As I go forward with planning for the next year of events here at the museum, I’ll look to find opportunities like this one to build on the stories our exhibits start to tell and to spark conversations which are relevant not only today but for the future as well. History is not only important to learn about in order to understand our past, but it helps inform our actions as we look towards the future.

 

The Local Connection

Posted on: January 20th, 2016 by
Bytown Museum

In front of the Bytown Museum after a skate on the Rideau Canal, construction of which was supervised by Colonel By himself.
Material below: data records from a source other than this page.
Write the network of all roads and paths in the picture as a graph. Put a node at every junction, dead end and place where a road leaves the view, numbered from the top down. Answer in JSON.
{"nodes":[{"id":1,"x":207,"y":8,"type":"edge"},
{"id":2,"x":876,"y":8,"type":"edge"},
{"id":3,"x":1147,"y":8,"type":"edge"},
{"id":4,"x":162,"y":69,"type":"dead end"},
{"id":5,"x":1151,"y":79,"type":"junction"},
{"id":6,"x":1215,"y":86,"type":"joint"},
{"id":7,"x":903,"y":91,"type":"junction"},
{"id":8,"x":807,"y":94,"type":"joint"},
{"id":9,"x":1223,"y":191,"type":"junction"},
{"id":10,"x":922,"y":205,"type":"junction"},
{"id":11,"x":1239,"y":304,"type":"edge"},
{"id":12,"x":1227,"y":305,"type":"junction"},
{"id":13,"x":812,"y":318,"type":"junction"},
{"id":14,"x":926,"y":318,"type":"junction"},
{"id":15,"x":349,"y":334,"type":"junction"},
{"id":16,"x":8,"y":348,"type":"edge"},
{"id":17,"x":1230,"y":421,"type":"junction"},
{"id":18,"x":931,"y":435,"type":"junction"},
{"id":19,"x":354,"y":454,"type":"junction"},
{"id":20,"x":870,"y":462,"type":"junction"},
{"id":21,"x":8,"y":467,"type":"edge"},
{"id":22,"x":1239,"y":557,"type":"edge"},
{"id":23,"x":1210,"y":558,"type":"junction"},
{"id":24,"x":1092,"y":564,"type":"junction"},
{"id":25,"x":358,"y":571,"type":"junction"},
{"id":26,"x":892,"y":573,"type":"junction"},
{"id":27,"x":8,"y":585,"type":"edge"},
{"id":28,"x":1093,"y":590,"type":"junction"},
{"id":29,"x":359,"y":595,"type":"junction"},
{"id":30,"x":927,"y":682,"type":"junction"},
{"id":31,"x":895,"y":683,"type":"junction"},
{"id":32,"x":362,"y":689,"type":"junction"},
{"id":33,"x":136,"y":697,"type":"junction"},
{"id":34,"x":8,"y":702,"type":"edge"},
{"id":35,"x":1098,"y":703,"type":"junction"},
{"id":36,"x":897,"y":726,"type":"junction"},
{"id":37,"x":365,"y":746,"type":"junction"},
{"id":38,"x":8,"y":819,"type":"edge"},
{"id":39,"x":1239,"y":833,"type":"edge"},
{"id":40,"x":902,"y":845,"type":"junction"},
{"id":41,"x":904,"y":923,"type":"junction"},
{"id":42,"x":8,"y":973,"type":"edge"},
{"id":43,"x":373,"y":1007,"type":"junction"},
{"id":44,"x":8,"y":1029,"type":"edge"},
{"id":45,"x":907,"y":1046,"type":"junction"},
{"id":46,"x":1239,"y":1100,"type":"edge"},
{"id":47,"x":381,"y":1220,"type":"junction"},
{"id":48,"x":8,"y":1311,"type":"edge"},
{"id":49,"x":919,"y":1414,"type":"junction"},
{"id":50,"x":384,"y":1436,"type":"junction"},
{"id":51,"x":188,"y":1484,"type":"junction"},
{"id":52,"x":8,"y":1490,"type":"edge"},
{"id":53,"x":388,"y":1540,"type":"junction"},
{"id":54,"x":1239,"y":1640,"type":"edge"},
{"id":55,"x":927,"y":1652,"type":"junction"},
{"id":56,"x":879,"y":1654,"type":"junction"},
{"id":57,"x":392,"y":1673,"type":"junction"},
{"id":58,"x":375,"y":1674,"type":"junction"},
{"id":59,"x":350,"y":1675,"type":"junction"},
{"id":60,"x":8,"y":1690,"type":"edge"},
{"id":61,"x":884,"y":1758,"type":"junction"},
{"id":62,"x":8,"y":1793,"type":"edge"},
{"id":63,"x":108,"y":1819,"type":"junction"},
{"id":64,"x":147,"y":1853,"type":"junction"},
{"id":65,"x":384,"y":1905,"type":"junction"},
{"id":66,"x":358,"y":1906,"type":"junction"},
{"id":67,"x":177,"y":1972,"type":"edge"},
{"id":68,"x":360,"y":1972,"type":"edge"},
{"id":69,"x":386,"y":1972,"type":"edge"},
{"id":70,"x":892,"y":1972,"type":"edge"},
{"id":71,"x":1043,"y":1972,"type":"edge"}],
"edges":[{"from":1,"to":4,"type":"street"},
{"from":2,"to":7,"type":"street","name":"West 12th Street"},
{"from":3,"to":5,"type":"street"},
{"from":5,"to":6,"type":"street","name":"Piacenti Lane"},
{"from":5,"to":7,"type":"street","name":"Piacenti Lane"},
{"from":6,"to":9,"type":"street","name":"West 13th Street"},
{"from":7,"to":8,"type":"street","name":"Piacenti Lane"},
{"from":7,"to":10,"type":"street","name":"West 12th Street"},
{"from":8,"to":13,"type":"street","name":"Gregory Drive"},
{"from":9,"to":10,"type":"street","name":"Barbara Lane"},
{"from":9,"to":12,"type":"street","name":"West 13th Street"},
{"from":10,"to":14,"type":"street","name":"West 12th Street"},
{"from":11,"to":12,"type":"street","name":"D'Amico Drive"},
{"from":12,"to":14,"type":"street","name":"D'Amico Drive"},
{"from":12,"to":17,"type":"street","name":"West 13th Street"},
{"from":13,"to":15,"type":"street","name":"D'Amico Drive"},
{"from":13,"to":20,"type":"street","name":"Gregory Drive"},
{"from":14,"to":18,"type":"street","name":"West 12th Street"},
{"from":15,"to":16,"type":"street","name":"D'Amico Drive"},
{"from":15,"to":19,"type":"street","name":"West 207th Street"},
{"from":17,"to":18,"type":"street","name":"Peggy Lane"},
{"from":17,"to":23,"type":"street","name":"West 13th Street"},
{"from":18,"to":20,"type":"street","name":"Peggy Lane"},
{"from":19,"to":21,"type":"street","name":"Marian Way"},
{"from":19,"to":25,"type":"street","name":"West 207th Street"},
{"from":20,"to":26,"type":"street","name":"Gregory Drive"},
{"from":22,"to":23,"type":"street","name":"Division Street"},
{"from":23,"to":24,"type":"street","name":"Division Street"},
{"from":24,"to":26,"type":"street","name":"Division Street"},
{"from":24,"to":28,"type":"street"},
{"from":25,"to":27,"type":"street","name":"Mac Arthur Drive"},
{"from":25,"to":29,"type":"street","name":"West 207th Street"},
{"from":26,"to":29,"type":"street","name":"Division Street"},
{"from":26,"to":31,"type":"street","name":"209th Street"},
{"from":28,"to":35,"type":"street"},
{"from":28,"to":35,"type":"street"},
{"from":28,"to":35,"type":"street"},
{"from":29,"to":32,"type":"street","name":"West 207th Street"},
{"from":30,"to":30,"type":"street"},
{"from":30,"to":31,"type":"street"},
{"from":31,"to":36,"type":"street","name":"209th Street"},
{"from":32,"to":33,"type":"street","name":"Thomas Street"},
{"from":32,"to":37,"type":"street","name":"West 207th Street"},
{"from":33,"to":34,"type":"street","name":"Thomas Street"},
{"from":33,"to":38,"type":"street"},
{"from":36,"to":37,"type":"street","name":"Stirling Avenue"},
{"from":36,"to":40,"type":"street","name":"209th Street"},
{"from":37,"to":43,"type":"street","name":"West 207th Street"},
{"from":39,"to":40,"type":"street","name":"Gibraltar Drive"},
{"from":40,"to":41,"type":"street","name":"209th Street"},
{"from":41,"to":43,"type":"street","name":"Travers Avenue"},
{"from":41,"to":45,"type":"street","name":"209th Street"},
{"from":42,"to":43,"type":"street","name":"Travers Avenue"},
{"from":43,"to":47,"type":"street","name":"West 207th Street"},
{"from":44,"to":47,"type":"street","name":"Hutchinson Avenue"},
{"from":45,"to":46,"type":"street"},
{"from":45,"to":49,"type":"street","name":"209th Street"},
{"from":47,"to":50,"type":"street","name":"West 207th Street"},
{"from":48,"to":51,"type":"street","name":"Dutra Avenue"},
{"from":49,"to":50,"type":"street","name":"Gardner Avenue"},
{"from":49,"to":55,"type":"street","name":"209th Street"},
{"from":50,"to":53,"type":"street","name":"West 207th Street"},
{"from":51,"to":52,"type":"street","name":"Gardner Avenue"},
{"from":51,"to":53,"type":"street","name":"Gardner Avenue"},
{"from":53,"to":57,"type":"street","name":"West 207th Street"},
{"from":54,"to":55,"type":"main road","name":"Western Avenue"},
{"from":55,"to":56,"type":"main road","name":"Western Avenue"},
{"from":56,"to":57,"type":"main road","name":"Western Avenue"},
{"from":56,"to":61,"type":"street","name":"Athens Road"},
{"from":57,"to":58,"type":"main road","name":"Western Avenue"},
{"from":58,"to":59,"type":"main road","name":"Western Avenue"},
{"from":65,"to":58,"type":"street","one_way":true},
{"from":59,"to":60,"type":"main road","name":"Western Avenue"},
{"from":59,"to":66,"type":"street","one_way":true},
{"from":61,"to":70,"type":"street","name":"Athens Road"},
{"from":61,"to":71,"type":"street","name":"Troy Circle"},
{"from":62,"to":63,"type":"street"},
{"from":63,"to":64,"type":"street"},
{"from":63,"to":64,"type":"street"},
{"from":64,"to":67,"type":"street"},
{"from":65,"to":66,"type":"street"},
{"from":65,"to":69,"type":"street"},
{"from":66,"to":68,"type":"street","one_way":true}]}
A number of years ago I worked at the Bytown Museum in Ottawa, a local history museum much like the Chilliwack Museum. As a native Ottawan, I enjoyed being surrounded by my city’s history; I learned more about the growth of ‘Bytown’, which later became Ottawa, than I had in all my years of schooling in the city. Much of Ottawa’s history involved the once very affluent lumber industry and a whole floor of the museum was dedicated to sharing this story. I knew that many of my ancestors had been involved in lumber along the Ottawa River. Learning more about this history gave me a strong sense of place and helped me connect with my family’s part in Ottawa’s story.

Place-based Learning

Place-based learning wasn’t very common when I went through the Ontario curriculum. Educator’s, more and more, are recognizing the importance of learning about and through the place where you live – whether it is studying the surrounding countryside for science and geography classes or learning about local history in social studies. Making connections to ‘the local’ is an important aspect of learning in today’s schools.

Curriculum

Part of the Christmas Program set-up. This is where I made countless mashed potato candies this past Christmas.

Part of the Christmas Program set-up. This is where I made countless mashed potato candies this past Christmas.

The new BC Curriculum reflects this. A quick search for the word ‘local’ in the new online curriculum brings up hits at all grade levels. As a local history museum, we have a unique opportunity to support Chilliwack’s schools as they adapt to this new curriculum. Our Christmas program, which has become somewhat of a tradition with many Chilliwack schools, has been sharing local stories with school children for years. This past Christmas, I was able to offer the program again and not only shared some interesting and fun stories with over 400 children, teachers and adults, but learned more about Chilliwack along the way. Quite often a name or picture would spark someone’s memory about a place or person they knew. This is why place-based learning is so effective, it offers a chance for learners and teachers to take part in an exchange of knowledge, learning together and using the place where they live as common ground.

Making Connections

Continuing to bring place-based learning into school programming while connecting to the new curriculum will be an important part of our future programs. But learning about the place where you live doesn’t have to just happen in school. If you’re like me, learning your city’s history can be just as meaningful and important as an adult. Connecting with your local museum is one way to unlock some of those hidden secrets about your city’s past.